The debt-to-income ratio
Mortgage lenders use a debt-to-income ratio to determine how much of a mortgage folks can afford. PITI is the term lenders use for a mortgage payment that includes principal, interest, taxes and insurance. The rule of thumb is: your total monthly debt payments (PITI, credit cards, bank loans, and all other debt) divided by your gross income should not be more than 36 percent. Bankrate.com's "How much house can you afford?" calculator has this formula built into it. Plug in your numbers to get an idea of what a mortgage lender will say you can afford.

You're in charge
Lenders are in the business of lending money, but you're the one who has to cough up the monthly payments, rain or shine. You, not your banker, should decide how much mortgage you can really afford.
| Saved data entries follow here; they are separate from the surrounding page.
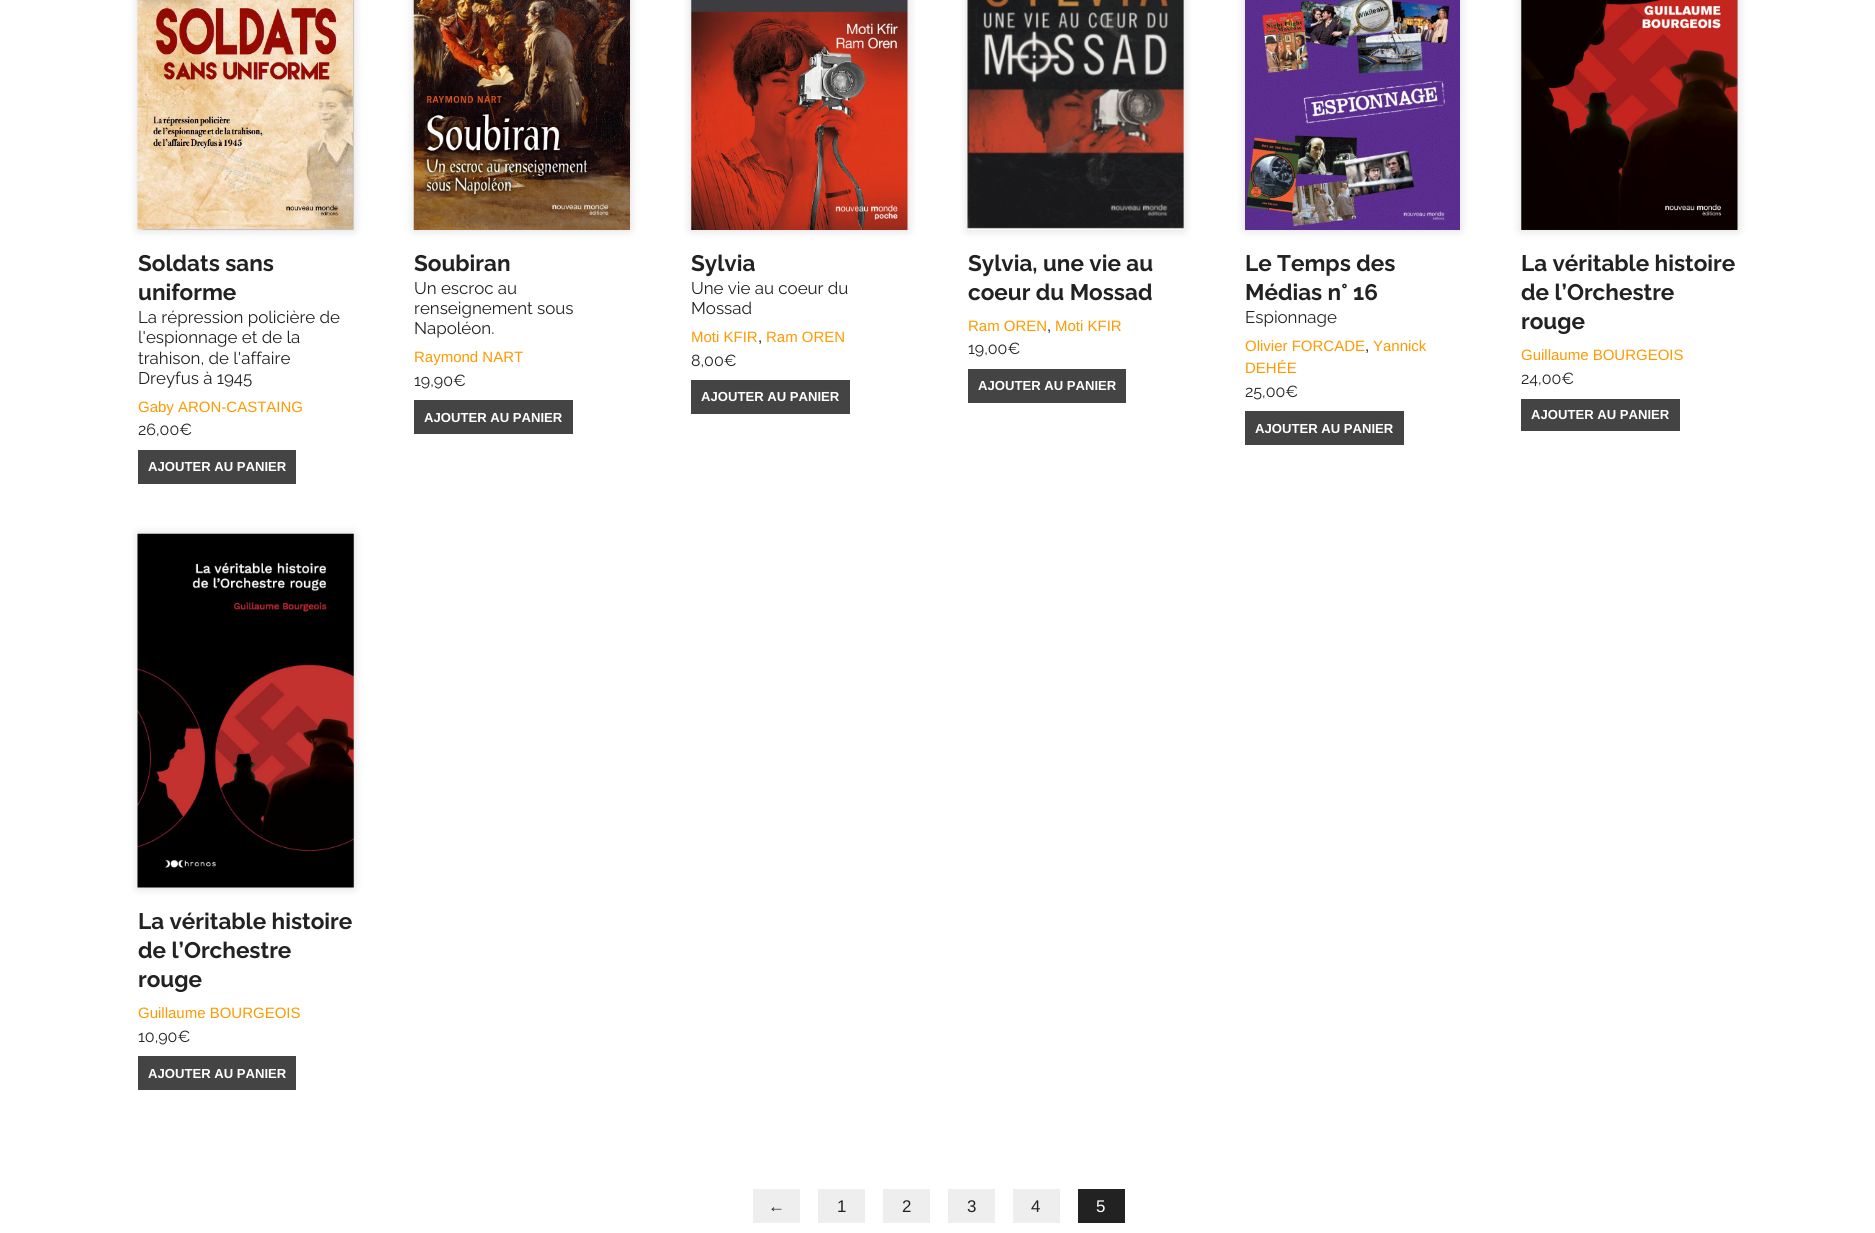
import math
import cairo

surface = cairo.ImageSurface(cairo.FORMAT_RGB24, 1875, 1233)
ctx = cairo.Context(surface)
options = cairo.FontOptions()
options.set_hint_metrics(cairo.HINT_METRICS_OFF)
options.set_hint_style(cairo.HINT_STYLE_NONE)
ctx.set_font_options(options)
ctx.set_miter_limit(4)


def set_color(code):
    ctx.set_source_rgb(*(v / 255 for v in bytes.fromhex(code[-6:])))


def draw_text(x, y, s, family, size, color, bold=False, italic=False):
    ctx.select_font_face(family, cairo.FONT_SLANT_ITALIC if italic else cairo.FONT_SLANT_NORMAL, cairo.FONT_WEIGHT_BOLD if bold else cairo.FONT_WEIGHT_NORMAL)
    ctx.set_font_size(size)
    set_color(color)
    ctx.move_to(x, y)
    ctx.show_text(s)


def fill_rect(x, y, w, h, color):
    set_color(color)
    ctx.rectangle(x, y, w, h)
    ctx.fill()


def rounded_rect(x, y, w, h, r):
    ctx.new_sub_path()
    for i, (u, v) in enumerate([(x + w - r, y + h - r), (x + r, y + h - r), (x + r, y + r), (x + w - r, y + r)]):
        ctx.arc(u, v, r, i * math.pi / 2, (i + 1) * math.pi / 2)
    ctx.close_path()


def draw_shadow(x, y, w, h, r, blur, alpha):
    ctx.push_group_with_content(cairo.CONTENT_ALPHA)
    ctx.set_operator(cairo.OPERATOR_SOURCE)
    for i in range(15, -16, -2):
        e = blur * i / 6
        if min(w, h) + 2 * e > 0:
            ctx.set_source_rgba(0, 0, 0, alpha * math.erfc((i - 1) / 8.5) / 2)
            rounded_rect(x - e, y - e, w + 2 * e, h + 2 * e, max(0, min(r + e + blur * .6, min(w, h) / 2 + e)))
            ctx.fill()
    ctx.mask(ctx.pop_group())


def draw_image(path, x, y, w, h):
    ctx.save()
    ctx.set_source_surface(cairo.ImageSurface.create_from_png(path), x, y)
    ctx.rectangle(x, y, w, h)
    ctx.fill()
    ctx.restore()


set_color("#ffffff")
ctx.paint()
set_color("#000000")
draw_shadow(138, -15, 216, 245, 0, 5, 0.15)
draw_image("assets/img1.png", 137, 0, 217, 230)
draw_text(138, 271, "Soldats sans", "Raleway", 22.5, "#222222", bold=True)
draw_text(138, 300, "uniforme", "Raleway", 22.5, "#222222", bold=True)
draw_text(138, 323, "La répression policière de", "Raleway", 16.9, "#222222")
draw_text(138, 343, "l'espionnage et de la", "Raleway", 16.9, "#222222")
draw_text(138, 364, "trahison, de l'affaire", "Raleway", 16.9, "#222222")
draw_text(138, 384, "Dreyfus à 1945", "Raleway", 16.9, "#222222")
draw_text(138, 412, "Gaby ARON-CASTAING", "Liberation Sans", 15, "#ff9900")
draw_text(138, 435, "26,00€", "Raleway", 16, "#222222")
fill_rect(138, 450, 158, 34, "#444444")
draw_text(148, 471, "AJOUTER AU PANIER", "Liberation Sans", 13.1, "#ffffff", bold=True)
set_color("#000000")
draw_shadow(414, -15, 216, 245, 0, 5, 0.15)
draw_image("assets/img2.png", 413, 0, 217, 230)
draw_text(414, 271, "Soubiran", "Raleway", 22.5, "#222222", bold=True)
draw_text(414, 294, "Un escroc au", "Raleway", 16.9, "#222222")
draw_text(414, 314, "renseignement sous", "Raleway", 16.9, "#222222")
draw_text(414, 334, "Napoléon.", "Raleway", 16.9, "#222222")
draw_text(414, 362, "Raymond NART", "Liberation Sans", 15, "#ff9900")
draw_text(414, 386, "19,90€", "Raleway", 16, "#222222")
fill_rect(414, 400, 159, 34, "#444444")
draw_text(424, 422, "AJOUTER AU PANIER", "Liberation Sans", 13.1, "#ffffff", bold=True)
set_color("#000000")
draw_shadow(691, -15, 217, 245, 0, 5, 0.15)
draw_image("assets/img3.png", 691, 0, 217, 230)
draw_text(691, 271, "Sylvia", "Raleway", 22.5, "#222222", bold=True)
draw_text(691, 294, "Une vie au coeur du", "Raleway", 16.9, "#222222")
draw_text(691, 314, "Mossad", "Raleway", 16.9, "#222222")
draw_text(691, 342, "Moti KFIR", "Liberation Sans", 15, "#ff9900")
draw_text(758, 342, ",", "Liberation Sans", 15, "#222222")
draw_text(766, 342, "Ram OREN", "Liberation Sans", 15, "#ff9900")
draw_text(691, 366, "8,00€", "Raleway", 16, "#222222")
fill_rect(691, 380, 159, 34, "#444444")
draw_text(701, 401, "AJOUTER AU PANIER", "Liberation Sans", 13.1, "#ffffff", bold=True)
set_color("#000000")
draw_shadow(968, -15, 216, 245, 0, 5, 0.15)
draw_image("assets/img4.png", 967, 0, 217, 230)
draw_text(968, 271, "Sylvia, une vie au", "Raleway", 22.5, "#222222", bold=True)
draw_text(968, 300, "coeur du Mossad", "Raleway", 22.5, "#222222", bold=True)
draw_text(968, 331, "Ram OREN", "Liberation Sans", 15, "#ff9900")
draw_text(1047, 331, ",", "Liberation Sans", 15, "#222222")
draw_text(1055, 331, "Moti KFIR", "Liberation Sans", 15, "#ff9900")
draw_text(968, 354, "19,00€", "Raleway", 16, "#222222")
fill_rect(968, 369, 158, 34, "#444444")
draw_text(978, 390, "AJOUTER AU PANIER", "Liberation Sans", 13.1, "#ffffff", bold=True)
set_color("#000000")
draw_shadow(1245, -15, 215, 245, 0, 5, 0.15)
draw_image("assets/img5.png", 1245, 0, 215, 230)
draw_text(1245, 271, "Le Temps des", "Raleway", 22.5, "#222222", bold=True)
draw_text(1245, 300, "Médias n° 16", "Raleway", 22.5, "#222222", bold=True)
draw_text(1245, 323, "Espionnage", "Raleway", 16.9, "#222222")
draw_text(1245, 351, "Olivier FORCADE", "Liberation Sans", 15, "#ff9900")
draw_text(1365, 351, ",", "Liberation Sans", 15, "#222222")
draw_text(1373, 351, "Yannick", "Liberation Sans", 15, "#ff9900")
draw_text(1245, 373, "DEHÉE", "Liberation Sans", 15, "#ff9900")
draw_text(1245, 397, "25,00€", "Raleway", 16, "#222222")
fill_rect(1245, 411, 159, 34, "#444444")
draw_text(1255, 433, "AJOUTER AU PANIER", "Liberation Sans", 13.1, "#ffffff", bold=True)
set_color("#000000")
draw_shadow(1521, -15, 217, 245, 0, 5, 0.15)
draw_image("assets/img6.png", 1521, 0, 217, 230)
draw_text(1521, 271, "La véritable histoire", "Raleway", 22.5, "#222222", bold=True)
draw_text(1521, 300, "de l’Orchestre", "Raleway", 22.5, "#222222", bold=True)
draw_text(1521, 329, "rouge", "Raleway", 22.5, "#222222", bold=True)
draw_text(1521, 360, "Guillaume BOURGEOIS", "Liberation Sans", 15, "#ff9900")
draw_text(1521, 384, "24,00€", "Raleway", 16, "#222222")
fill_rect(1521, 399, 159, 32, "#444444")
draw_text(1531, 419, "AJOUTER AU PANIER", "Liberation Sans", 13.1, "#ffffff", bold=True)
set_color("#000000")
draw_shadow(138, 534, 216, 354, 0, 5, 0.15)
draw_image("assets/img7.png", 137, 533, 217, 355)
draw_text(138, 929, "La véritable histoire", "Raleway", 22.5, "#222222", bold=True)
draw_text(138, 958, "de l’Orchestre", "Raleway", 22.5, "#222222", bold=True)
draw_text(138, 987, "rouge", "Raleway", 22.5, "#222222", bold=True)
draw_text(138, 1018, "Guillaume BOURGEOIS", "Liberation Sans", 15, "#ff9900")
draw_text(138, 1042, "10,90€", "Raleway", 16, "#222222")
fill_rect(138, 1056, 158, 34, "#444444")
draw_text(148, 1078, "AJOUTER AU PANIER", "Liberation Sans", 13.1, "#ffffff", bold=True)
fill_rect(753, 1189, 47, 34, "#eeeeee")
draw_text(768, 1212, "←", "Liberation Sans", 16.9, "#222222")
fill_rect(818, 1189, 47, 34, "#eeeeee")
draw_text(837, 1212, "1", "Liberation Sans", 16.9, "#222222")
fill_rect(883, 1189, 47, 34, "#eeeeee")
draw_text(902, 1212, "2", "Liberation Sans", 16.9, "#222222")
fill_rect(948, 1189, 47, 34, "#eeeeee")
draw_text(967, 1212, "3", "Liberation Sans", 16.9, "#222222")
fill_rect(1013, 1189, 47, 34, "#eeeeee")
draw_text(1031, 1212, "4", "Liberation Sans", 16.9, "#222222")
fill_rect(1078, 1189, 47, 34, "#222222")
draw_text(1096, 1212, "5", "Liberation Sans", 16.9, "#ffffff")
surface.write_to_png("output.png")
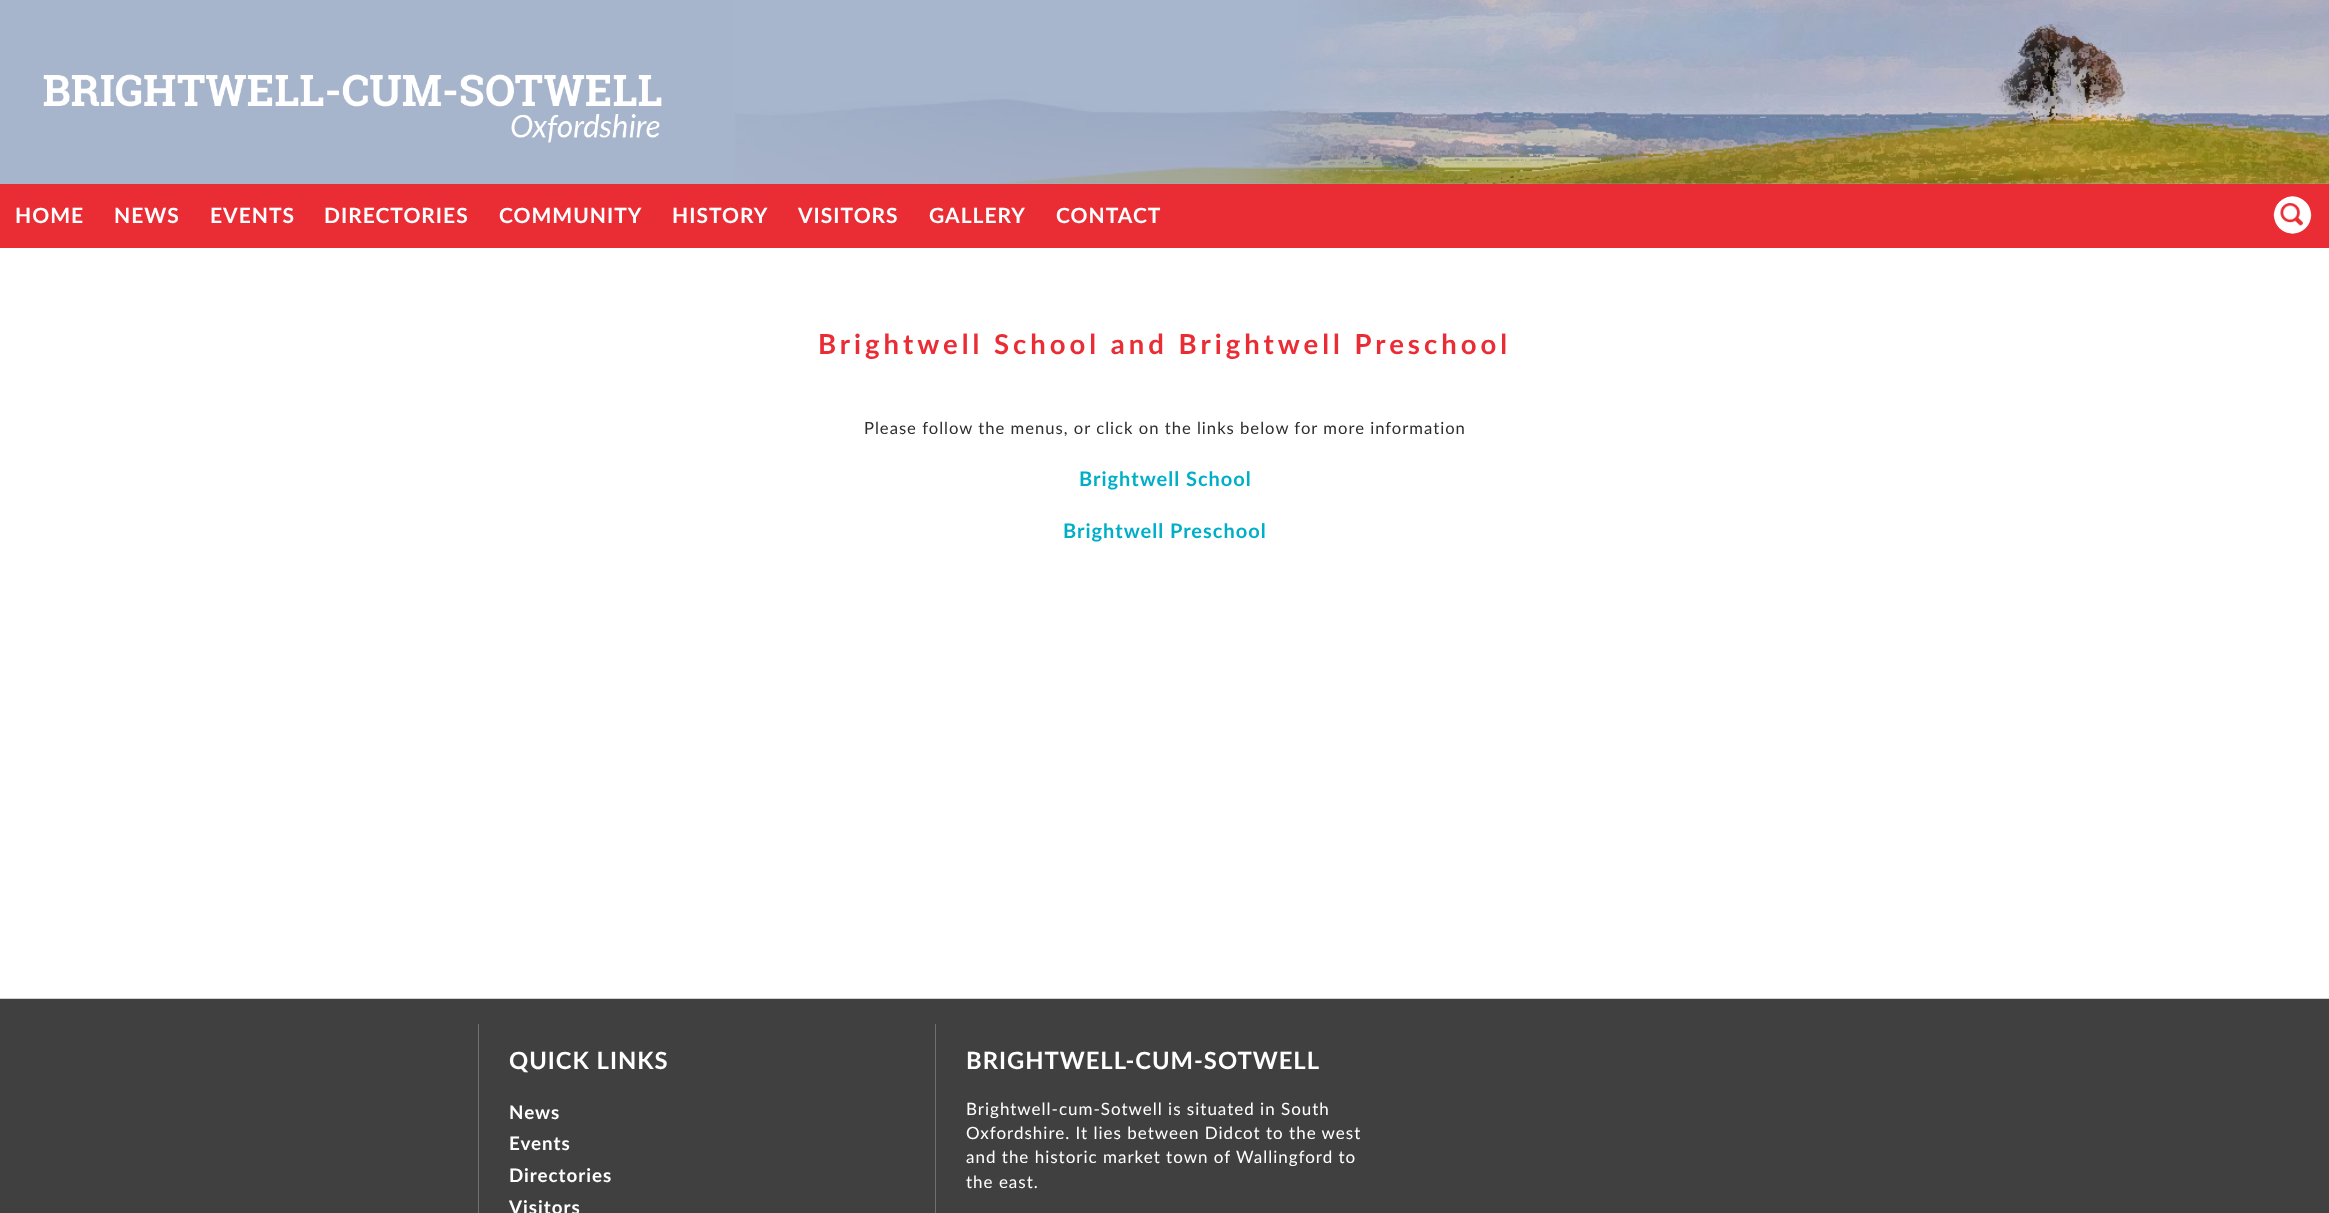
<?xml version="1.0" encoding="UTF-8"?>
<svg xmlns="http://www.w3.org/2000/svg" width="2329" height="1213">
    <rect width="100%" height="100%" fill="#FFFFFF"/>
    <rect x="0" y="0" width="2329" height="184" fill="#A7B5CC"/>
    <image x="735" y="0" width="1594" height="184" href="img_01.png"/>
    <image x="43" y="74" width="619" height="69" href="img_02.png"/>
    <rect x="0" y="184" width="2329" height="64" fill="#EA2C35"/>
    <text x="15" y="223" font-family="Lato" font-size="21" font-weight="700" letter-spacing="1" fill="#FFFFFF">HOME</text>
    <text x="114" y="223" font-family="Lato" font-size="21" font-weight="700" letter-spacing="1" fill="#FFFFFF">NEWS</text>
    <text x="210" y="223" font-family="Lato" font-size="21" font-weight="700" letter-spacing="1" fill="#FFFFFF">EVENTS</text>
    <text x="324" y="223" font-family="Lato" font-size="21" font-weight="700" letter-spacing="1" fill="#FFFFFF">DIRECTORIES</text>
    <text x="499" y="223" font-family="Lato" font-size="21" font-weight="700" letter-spacing="1" fill="#FFFFFF">COMMUNITY</text>
    <text x="672" y="223" font-family="Lato" font-size="21" font-weight="700" letter-spacing="1" fill="#FFFFFF">HISTORY</text>
    <text x="798" y="223" font-family="Lato" font-size="21" font-weight="700" letter-spacing="1" fill="#FFFFFF">VISITORS</text>
    <text x="929" y="223" font-family="Lato" font-size="21" font-weight="700" letter-spacing="1" fill="#FFFFFF">GALLERY</text>
    <text x="1056" y="223" font-family="Lato" font-size="21" font-weight="700" letter-spacing="1" fill="#FFFFFF">CONTACT</text>
    <image x="2273" y="196" width="39" height="38" href="img_03.png"/>
    <text x="818" y="354" font-family="Lato" font-size="27.5" font-weight="700" letter-spacing="4" fill="#EA2C35">Brightwell School and Brightwell Preschool</text>
    <text x="864" y="434" font-family="Lato" font-size="16.65" letter-spacing="1" fill="#2E2E2E">Please follow the menus, or click on the links below for more information</text>
    <text x="1079" y="486" font-family="Lato" font-size="20" font-weight="700" letter-spacing="1" fill="#00AFC7">Brightwell School</text>
    <text x="1063" y="538" font-family="Lato" font-size="20" font-weight="700" letter-spacing="1" fill="#00AFC7">Brightwell Preschool</text>
    <rect x="0" y="999" width="2329" height="214" fill="#404040"/>
    <rect x="0" y="998" width="2329" height="1" fill="#D0D0D0"/>
    <rect x="935" y="1024" width="1" height="189" fill="#707070"/>
    <rect x="478" y="1024" width="1" height="189" fill="#707070"/>
    <text x="509" y="1069" font-family="Lato" font-size="23.75" font-weight="700" letter-spacing="1" fill="#FFFFFF">QUICK LINKS</text>
    <text font-family="Lato" font-size="18.75" font-weight="700" letter-spacing="1" fill="#FFFFFF">
        <tspan x="509" y="1119">News</tspan>
        <tspan x="509" y="1150">Events</tspan>
        <tspan x="509" y="1182">Directories</tspan>
        <tspan x="509" y="1214">Visitors</tspan>
    </text>
    <text x="966" y="1069" font-family="Lato" font-size="23.75" font-weight="700" letter-spacing="1" fill="#FFFFFF">BRIGHTWELL-CUM-SOTWELL</text>
    <text font-family="Lato" font-size="17" letter-spacing="1" fill="#FFFFFF">
        <tspan x="966" y="1115">Brightwell-cum-Sotwell is situated in South</tspan>
        <tspan x="966" y="1139">Oxfordshire. It lies between Didcot to the west</tspan>
        <tspan x="966" y="1163">and the historic market town of Wallingford to</tspan>
        <tspan x="966" y="1188">the east.</tspan>
    </text>
</svg>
Let's take a look at two potential homeowners with the same income and debt burden:

  • A single mother, who makes maximum payments to her 401(k) plan, lives in a state with a hefty income tax, tithes her church 10 percent and sends her two kids to private school.
  • A single computer geek who lives in Florida, has no 401(k) plan and no life.

The Diva doesn't think the debt-to-income ratio would cut it for either of them.

To determine what you can afford for a mortgage, you need to know what your monthly net income and expenses are. Separate the non-negotiable expenses (debt payments, school tuition, tithes) from the negotiable (clothing, vacations, recreation) so you know where you can cut if you have to. The National Foundation for Credit Counseling Web site has some excellent budget tools to help you with this task.

Don't forget the other costs
If you can't afford to put 20 percent down, you'll also have private mortgage insurance (PMI) added to your monthly payments. And don't forget the closing costs and other expenses, such as moving, homeowner's association fees and making the new place livable. If you know you're going to be earning more money in the future, the Diva thinks it's OK to stretch when buying a home; just don't stretch so far that you break.